C'est une vieille histoire. 

J'étais fort gamine et fort têtue. Je rechignais à tout ce qui me venait de l'école honnie et de ses maîtresses revêches, acariâtres, injustes et bornées. Chaque soir, il me fallait m'asseoir près de ma mère, ce qui déjà n'était que fadeur, et lire à haute voix quelques pages d'un livre. Je ne me souviens pas si c'était un devoir d'école ou un choix maternel l'ouvrage mais c'était d'un ennui profond, d'une bêtise abyssale ; j'ânonnais, butais sur les mots, les liaisons tombaient mal-t-à-propos… Tout pour faire accroire en mon incapacité crasse, comédie dramatique du soir. Pensais-je que si je montrai des faiblesses énormes, on me foutrait la paix et on cesserait de m'envoyer à la torture chaque matin ? 

Un triste soir mon paternel fut endeuillé d'un homme qui avait présidé heureusement une partie de son enfance, du coup la corvée de lecture passa à la trappe. Je n'en fut pas si jouasse, j'aimais beaucoup le vieux qui venait de passer. Les parents partirent honorer le mort nous laissant aux soins d'une grand-mère aussi bête et méchante que sa fille. Ce que j'appelle aujourd'hui un week-end de merde se profilait à l'horizon et il faisait un temps à ne pas mettre un canard dehors… la barbe…

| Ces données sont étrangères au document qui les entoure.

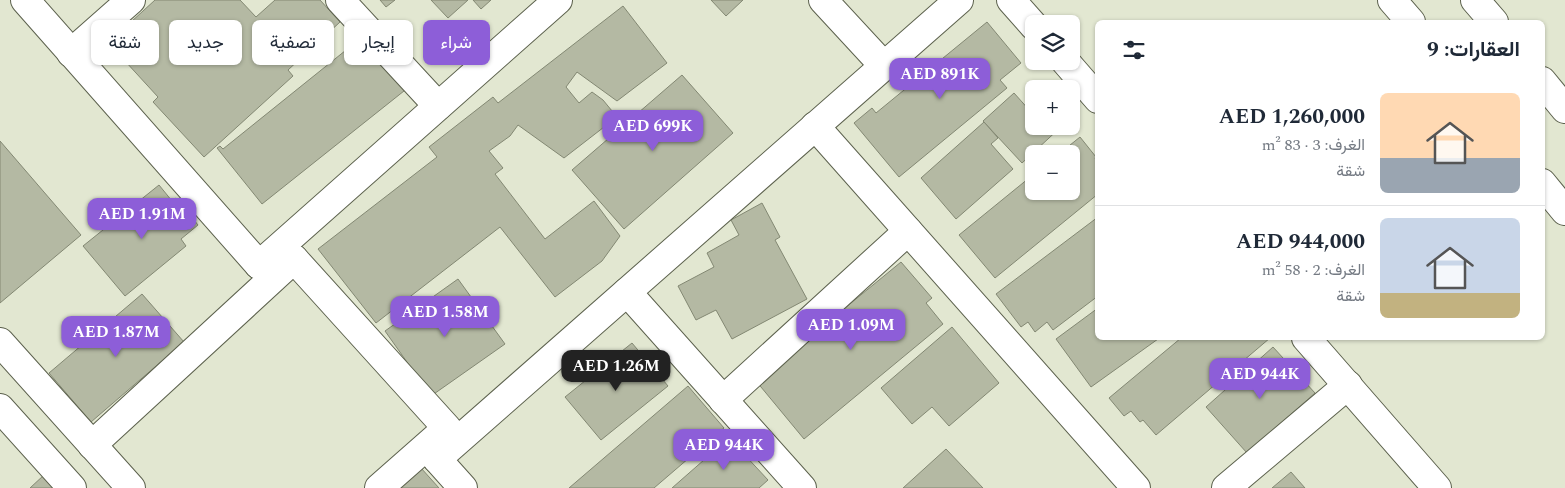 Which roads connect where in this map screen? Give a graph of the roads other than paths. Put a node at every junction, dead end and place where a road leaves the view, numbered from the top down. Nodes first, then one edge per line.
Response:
1 (25, 0) edge
2 (131, 0) edge
3 (340, 0) edge
4 (558, 0) edge
5 (823, 0) edge
6 (959, 0) edge
7 (1011, 0) edge
8 (1392, 0) edge
9 (1475, 0) edge
10 (1025, 16) edge
11 (1409, 20) edge
12 (1492, 20) edge
13 (72, 53) junction
14 (884, 66) junction
15 (1073, 70) edge
16 (1545, 85) edge
17 (1095, 96) edge
18 (438, 106) junction
19 (1565, 109) edge
20 (815, 126) junction
21 (1545, 187) edge
22 (1565, 211) edge
23 (908, 231) junction
24 (294, 259) junction
25 (259, 265) junction
26 (626, 292) junction
27 (1308, 340) edge
28 (0, 342) edge
29 (1348, 385) junction
30 (724, 400) junction
31 (0, 408) edge
32 (447, 428) junction
33 (92, 445) junction
34 (437, 459) junction
35 (72, 488) edge
36 (131, 488) edge
37 (379, 488) edge
38 (463, 488) edge
39 (802, 488) edge
40 (1136, 488) edge
41 (1226, 488) edge
42 (1437, 488) edge

1 - 13 street
2 - 13 street
3 - 18 street
4 - 18 street
5 - 14 street
6 - 14 street
7 - 10 street
8 - 11 street
9 - 12 street
13 - 25 street
14 - 20 street
15 - 17 street
16 - 19 street
18 - 25 street
20 - 23 street
20 - 26 street
21 - 22 street
23 - 30 street
23 - 40 street
24 - 25 street
24 - 32 street
24 - 33 street
26 - 30 street
26 - 34 street
27 - 29 street
28 - 33 street
29 - 41 street
29 - 42 street
30 - 39 street
31 - 35 street
32 - 34 street
32 - 37 street
33 - 36 street
34 - 38 street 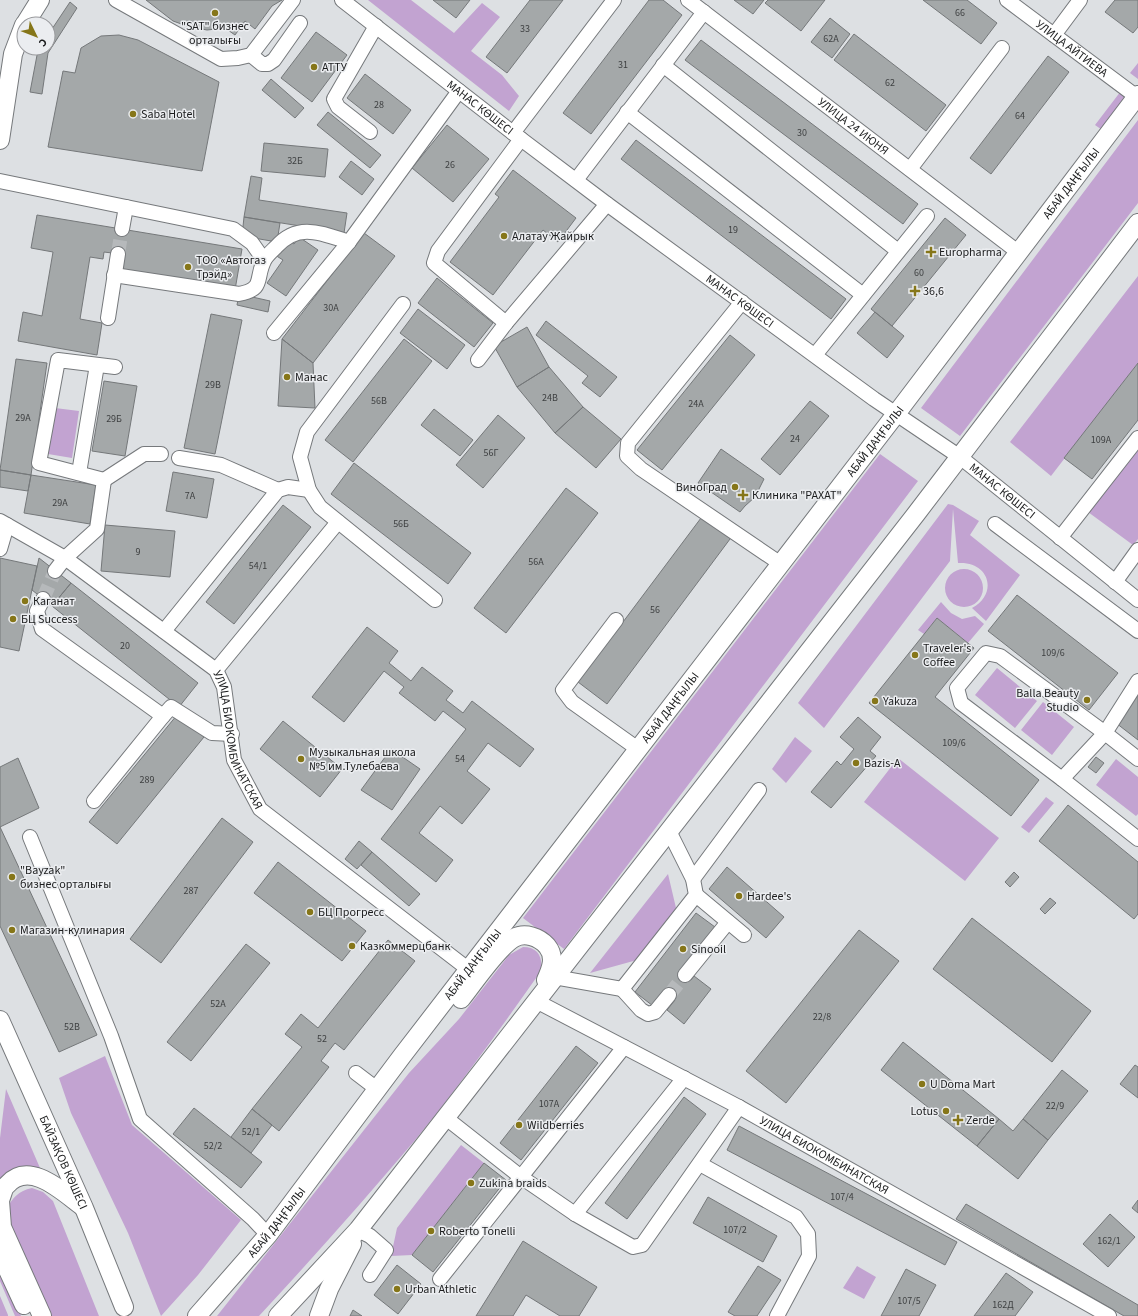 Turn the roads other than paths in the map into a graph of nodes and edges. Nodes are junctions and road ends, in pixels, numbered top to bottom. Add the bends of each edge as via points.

Après quelques chamaillis de pure forme avec le frangin, je ne savais plus quoi faire de ma carcasse et, à ma déplorable habitude, errais à la recherche d'une belle connerie à faire… Comment j'en fus à ouvrir la bibliothèque du père, y choisir le volume dont il s'était récemment régalé, mystère c'est venu comme ça. Et j'ai commencé ma lecture, c'en était fini de renâcler comme une vieille mule…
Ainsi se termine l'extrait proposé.